Feds Need Not Help|Marijuana Credit Union

     DENVER (CN) – The Federal Reserve has no obligation to approve a master account for Colorado’s first marijuana credit union, a federal judge ruled Tuesday.
     The Colorado-based Fourth Corner Credit Union sued the Federal Reserve in July 2015 after it was refused a master account number, without which Fourth Corner cannot legally function. Fourth Corner wanted to provide services to Colorado marijuana businesses.
     The Federal Reserve said that because marijuana is still illegal under federal law, states that have legalized it, such as Colorado and Washington, cannot legally have access to the electronic banking system that all banks and credit unions use.
     U.S. District Judge Brooke Jackson dismissed the lawsuit with prejudice Wednesday.
     The judge described the Fourth Corner’s legal battle as an attempt to persuade courts to “‘look the other way’ if financial institutions don’t mind violating the law.”
     “Plaintiff attempts to give me comfort that, notwithstanding the oath I took to uphold the laws of the United States, I can grant the relief it seeks,” Jackson wrote.
     “Plaintiff amended its complaint to specify that it intends to provide banking services ‘in strict accordance with state and federal laws, regulations and guidance’… but that is the point – this Court may not ignore Congress’s present judgment that distribution of marijuana, and aiding and abetting such distribution, is illegal.”
     Marijuana businesses operate almost entirely by cash, and pay employees without direct deposits or electronic payroll services.
     The Fourth Corner Credit Union said its business plan would give marijuana dispensaries access to such services, creating a safer and more secure means to deposit and transfer money.
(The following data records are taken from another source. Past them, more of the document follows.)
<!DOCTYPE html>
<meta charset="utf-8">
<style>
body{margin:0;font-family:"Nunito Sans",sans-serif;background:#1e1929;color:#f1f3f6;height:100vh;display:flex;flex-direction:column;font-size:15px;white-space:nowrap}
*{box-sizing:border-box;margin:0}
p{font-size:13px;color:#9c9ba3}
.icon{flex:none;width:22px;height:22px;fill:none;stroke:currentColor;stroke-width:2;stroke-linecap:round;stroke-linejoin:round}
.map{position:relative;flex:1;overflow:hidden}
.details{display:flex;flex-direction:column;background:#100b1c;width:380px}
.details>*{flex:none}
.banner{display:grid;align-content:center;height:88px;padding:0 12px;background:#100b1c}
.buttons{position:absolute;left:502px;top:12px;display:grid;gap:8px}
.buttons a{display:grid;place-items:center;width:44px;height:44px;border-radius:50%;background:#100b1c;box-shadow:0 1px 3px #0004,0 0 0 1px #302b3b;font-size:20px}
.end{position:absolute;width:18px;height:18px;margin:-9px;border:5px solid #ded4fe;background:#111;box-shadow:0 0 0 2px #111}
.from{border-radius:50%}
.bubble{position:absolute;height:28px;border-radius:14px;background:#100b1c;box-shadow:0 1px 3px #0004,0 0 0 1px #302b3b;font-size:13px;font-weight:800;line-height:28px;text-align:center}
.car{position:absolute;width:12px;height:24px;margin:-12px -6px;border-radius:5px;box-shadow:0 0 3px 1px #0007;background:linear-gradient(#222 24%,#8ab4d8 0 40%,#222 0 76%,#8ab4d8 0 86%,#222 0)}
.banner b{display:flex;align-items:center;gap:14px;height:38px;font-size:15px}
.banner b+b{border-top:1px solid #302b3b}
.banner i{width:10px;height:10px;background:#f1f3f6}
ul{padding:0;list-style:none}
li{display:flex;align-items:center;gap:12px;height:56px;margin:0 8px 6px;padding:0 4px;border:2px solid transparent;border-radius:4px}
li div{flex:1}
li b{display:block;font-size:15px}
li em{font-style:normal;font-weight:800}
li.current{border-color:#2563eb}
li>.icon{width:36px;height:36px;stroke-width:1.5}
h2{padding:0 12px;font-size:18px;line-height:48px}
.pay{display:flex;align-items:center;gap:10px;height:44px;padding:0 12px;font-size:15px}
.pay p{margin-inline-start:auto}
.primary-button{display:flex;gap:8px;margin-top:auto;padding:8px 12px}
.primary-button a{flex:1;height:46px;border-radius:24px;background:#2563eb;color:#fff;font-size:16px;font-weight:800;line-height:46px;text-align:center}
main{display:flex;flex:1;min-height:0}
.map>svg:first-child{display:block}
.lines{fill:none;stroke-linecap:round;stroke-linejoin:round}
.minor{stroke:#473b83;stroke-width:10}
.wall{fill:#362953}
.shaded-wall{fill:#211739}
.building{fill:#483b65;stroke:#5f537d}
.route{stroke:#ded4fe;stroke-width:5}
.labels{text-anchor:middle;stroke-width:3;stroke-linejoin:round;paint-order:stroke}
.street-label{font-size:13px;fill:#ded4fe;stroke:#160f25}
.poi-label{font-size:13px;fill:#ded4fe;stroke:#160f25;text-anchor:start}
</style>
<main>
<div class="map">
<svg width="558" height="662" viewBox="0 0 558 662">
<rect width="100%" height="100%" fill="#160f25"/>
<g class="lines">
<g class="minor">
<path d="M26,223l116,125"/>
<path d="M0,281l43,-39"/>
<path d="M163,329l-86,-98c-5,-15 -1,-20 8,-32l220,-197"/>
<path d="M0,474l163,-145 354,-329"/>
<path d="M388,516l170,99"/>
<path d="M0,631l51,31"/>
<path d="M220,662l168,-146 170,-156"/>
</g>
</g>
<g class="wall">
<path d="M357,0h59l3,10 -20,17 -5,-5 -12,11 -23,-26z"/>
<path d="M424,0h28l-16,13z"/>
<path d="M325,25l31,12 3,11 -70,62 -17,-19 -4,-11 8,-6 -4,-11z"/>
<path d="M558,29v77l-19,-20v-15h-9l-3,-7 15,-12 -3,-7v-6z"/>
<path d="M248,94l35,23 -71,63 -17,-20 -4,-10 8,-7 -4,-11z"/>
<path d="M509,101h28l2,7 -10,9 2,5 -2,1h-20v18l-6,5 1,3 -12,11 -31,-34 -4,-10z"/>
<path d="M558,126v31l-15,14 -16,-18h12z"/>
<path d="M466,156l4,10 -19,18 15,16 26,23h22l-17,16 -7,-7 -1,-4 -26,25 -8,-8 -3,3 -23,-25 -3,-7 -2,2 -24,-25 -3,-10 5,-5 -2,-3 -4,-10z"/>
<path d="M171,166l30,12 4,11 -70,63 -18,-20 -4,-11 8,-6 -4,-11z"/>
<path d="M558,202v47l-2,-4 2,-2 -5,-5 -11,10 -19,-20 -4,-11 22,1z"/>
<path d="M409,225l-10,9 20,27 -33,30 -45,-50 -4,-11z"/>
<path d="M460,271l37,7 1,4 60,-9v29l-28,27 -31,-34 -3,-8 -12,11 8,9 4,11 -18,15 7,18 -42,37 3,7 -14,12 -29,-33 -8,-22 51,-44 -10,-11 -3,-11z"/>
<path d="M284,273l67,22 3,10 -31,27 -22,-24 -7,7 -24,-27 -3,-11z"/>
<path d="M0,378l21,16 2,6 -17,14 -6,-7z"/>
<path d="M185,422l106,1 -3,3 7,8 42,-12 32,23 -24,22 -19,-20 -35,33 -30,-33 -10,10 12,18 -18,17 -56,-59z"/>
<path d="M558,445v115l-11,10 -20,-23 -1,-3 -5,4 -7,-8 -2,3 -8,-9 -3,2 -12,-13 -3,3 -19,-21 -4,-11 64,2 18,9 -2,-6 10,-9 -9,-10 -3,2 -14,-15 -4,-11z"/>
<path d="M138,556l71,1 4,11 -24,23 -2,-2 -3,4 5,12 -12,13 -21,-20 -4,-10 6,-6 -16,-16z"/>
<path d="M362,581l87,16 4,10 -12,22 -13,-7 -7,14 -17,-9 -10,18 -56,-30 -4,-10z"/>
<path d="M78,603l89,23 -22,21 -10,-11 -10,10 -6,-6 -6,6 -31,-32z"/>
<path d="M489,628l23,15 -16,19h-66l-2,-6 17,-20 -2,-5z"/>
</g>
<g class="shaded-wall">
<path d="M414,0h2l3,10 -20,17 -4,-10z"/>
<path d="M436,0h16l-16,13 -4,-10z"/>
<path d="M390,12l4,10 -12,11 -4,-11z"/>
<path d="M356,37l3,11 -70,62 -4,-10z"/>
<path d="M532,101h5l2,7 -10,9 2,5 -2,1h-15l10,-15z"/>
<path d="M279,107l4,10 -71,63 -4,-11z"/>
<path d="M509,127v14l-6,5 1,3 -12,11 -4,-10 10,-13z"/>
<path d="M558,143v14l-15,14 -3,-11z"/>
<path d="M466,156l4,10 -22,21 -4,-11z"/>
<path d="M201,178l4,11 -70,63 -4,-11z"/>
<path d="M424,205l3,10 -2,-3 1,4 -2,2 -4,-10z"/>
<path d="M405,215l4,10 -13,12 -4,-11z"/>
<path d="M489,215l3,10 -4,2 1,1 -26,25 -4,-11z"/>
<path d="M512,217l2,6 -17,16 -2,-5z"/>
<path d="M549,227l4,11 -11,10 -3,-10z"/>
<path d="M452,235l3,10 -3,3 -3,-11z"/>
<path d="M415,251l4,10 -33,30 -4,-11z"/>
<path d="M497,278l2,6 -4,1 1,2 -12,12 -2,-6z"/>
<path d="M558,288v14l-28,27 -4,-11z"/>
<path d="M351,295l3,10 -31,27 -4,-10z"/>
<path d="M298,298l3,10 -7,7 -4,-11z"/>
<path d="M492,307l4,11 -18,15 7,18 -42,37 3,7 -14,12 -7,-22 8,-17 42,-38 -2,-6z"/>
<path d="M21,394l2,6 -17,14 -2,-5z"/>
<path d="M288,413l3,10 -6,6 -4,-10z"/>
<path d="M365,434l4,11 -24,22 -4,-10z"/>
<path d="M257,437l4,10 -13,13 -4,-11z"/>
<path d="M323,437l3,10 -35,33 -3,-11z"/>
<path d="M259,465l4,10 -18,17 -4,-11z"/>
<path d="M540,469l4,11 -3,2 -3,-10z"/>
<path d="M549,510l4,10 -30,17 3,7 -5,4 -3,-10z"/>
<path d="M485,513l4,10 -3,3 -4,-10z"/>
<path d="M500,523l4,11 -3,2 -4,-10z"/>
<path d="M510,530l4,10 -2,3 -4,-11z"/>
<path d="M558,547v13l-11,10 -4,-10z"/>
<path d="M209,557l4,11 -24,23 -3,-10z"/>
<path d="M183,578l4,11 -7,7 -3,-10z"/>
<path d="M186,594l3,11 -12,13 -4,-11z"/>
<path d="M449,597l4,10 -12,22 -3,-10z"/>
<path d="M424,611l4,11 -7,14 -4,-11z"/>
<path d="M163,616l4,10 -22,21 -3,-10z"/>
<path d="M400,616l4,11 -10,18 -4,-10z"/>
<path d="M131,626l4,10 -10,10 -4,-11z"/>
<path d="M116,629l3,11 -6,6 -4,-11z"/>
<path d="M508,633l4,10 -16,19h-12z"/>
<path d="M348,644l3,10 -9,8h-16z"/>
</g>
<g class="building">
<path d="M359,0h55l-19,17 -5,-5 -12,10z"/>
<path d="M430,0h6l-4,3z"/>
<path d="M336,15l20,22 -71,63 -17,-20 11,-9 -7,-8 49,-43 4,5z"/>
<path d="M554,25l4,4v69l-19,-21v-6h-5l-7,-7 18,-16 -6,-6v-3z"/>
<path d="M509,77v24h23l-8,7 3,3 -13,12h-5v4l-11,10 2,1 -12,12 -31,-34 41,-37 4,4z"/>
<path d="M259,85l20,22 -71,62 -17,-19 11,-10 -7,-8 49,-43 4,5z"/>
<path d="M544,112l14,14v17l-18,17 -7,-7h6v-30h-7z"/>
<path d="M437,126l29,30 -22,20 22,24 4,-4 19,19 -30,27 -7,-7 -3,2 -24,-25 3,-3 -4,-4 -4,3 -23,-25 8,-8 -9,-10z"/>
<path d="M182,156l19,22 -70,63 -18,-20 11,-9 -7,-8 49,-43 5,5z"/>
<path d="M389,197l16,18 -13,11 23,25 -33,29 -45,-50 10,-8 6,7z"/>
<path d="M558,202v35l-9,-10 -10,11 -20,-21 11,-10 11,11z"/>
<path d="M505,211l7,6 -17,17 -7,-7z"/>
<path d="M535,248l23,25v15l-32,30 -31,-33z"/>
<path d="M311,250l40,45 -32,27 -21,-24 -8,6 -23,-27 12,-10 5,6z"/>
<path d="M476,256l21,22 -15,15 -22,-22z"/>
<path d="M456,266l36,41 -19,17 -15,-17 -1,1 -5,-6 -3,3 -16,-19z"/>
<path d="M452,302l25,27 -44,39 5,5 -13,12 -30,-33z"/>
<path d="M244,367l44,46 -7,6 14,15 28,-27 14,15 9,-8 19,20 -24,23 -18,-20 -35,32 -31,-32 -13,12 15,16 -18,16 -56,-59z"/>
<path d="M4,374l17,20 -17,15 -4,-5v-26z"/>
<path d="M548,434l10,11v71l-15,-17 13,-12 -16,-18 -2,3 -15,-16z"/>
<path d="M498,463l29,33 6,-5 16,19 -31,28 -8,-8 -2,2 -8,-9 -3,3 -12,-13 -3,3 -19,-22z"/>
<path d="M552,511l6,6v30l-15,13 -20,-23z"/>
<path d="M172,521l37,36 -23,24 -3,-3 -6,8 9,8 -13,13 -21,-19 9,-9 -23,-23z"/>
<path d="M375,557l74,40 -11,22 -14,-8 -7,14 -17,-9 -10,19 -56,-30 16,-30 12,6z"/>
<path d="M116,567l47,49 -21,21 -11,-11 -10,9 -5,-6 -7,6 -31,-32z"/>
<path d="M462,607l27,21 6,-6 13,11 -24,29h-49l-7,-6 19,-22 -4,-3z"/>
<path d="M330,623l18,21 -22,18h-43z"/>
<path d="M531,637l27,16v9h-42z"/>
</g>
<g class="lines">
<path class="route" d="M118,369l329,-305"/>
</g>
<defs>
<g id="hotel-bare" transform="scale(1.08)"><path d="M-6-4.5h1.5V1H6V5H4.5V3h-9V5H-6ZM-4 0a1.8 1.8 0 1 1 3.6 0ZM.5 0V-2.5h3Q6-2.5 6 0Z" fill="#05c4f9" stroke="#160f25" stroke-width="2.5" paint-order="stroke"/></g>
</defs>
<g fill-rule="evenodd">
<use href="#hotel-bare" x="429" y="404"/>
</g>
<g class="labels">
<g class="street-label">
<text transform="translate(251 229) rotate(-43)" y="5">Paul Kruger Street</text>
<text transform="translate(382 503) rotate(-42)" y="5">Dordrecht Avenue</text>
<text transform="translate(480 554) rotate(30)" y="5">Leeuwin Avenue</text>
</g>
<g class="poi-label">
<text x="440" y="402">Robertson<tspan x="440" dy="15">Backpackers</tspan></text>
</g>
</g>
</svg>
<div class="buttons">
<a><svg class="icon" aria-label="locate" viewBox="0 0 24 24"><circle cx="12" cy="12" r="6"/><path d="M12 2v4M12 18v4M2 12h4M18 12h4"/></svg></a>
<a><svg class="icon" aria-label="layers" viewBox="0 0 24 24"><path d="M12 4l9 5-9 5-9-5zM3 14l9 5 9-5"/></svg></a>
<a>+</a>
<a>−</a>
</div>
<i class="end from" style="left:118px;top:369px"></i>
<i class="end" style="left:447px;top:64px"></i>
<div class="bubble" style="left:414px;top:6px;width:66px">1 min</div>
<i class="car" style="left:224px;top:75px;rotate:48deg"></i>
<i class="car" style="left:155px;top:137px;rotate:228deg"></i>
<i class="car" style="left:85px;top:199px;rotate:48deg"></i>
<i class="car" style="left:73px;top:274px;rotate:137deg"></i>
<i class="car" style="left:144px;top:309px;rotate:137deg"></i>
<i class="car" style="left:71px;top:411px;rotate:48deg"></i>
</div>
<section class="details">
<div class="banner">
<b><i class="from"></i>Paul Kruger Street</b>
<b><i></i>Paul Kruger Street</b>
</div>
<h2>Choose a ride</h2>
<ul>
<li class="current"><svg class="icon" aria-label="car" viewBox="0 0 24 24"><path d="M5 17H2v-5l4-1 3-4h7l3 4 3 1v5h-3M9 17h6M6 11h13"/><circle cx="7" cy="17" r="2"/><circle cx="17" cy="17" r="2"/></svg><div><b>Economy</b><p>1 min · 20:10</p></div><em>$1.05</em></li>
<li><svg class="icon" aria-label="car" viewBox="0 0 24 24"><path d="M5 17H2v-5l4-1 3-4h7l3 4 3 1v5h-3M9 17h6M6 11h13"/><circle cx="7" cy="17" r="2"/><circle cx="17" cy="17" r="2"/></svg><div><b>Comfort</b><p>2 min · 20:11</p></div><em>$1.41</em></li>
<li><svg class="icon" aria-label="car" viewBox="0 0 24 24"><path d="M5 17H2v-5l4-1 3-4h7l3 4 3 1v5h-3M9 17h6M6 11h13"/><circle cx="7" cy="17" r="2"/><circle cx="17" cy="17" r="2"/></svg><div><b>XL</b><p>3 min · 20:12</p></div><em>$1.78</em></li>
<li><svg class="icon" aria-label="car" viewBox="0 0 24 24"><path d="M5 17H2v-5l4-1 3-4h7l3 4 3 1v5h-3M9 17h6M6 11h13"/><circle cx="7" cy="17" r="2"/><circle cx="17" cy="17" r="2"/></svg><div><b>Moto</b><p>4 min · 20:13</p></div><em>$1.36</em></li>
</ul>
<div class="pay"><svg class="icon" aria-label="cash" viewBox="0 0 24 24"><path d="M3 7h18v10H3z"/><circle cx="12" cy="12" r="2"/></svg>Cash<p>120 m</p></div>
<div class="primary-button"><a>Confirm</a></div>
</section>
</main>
It would charge its members fees to ensure that did its due diligence under the Cole memorandum, which regulates financial crimes related to the sale of marijuana, and the Financial Crimes Enforcement Network.
     “But therein lies the rub,” Jackson wrote. “Plaintiff contends that the FinCEN guidance and Cole memorandum already provide federal authorization to financial institutions to serve MRBs [marijuana-related businesses]. Therefore, offering to serve MRBs only if authorized by federal law is something of a sleight of hand. The problem is, the FinCEN guidance and Cole memorandum do nothing of the sort. On the contrary, the Cole memorandum emphatically reiterates that the manufacture and distribution of marijuana violates the Controlled Substances Act, and that the Department of Justice is committed to enforcement of that Act. It directs federal prosecutors to apply certain priorities in making enforcement decisions, but it does not change the law.”
     But Jackson did not allow the federal guidelines to emerge unscathed. His ruling continues: “The FinCEN guidance acknowledges that financial transactions involving MRBs generally involve funds derived from illegal activity, and that banks must report such transactions as ‘suspicious activity.’ It then, hypocritically in my view, simplifies the reporting requirements.”
     The credit union’s attorney Mark Mason did not immediately respond to a request for comment Wednesday.
     Fourth Corner CEO Deirdre O’Gorman told Colorado news outlets that she has not yet decided whether to appeal.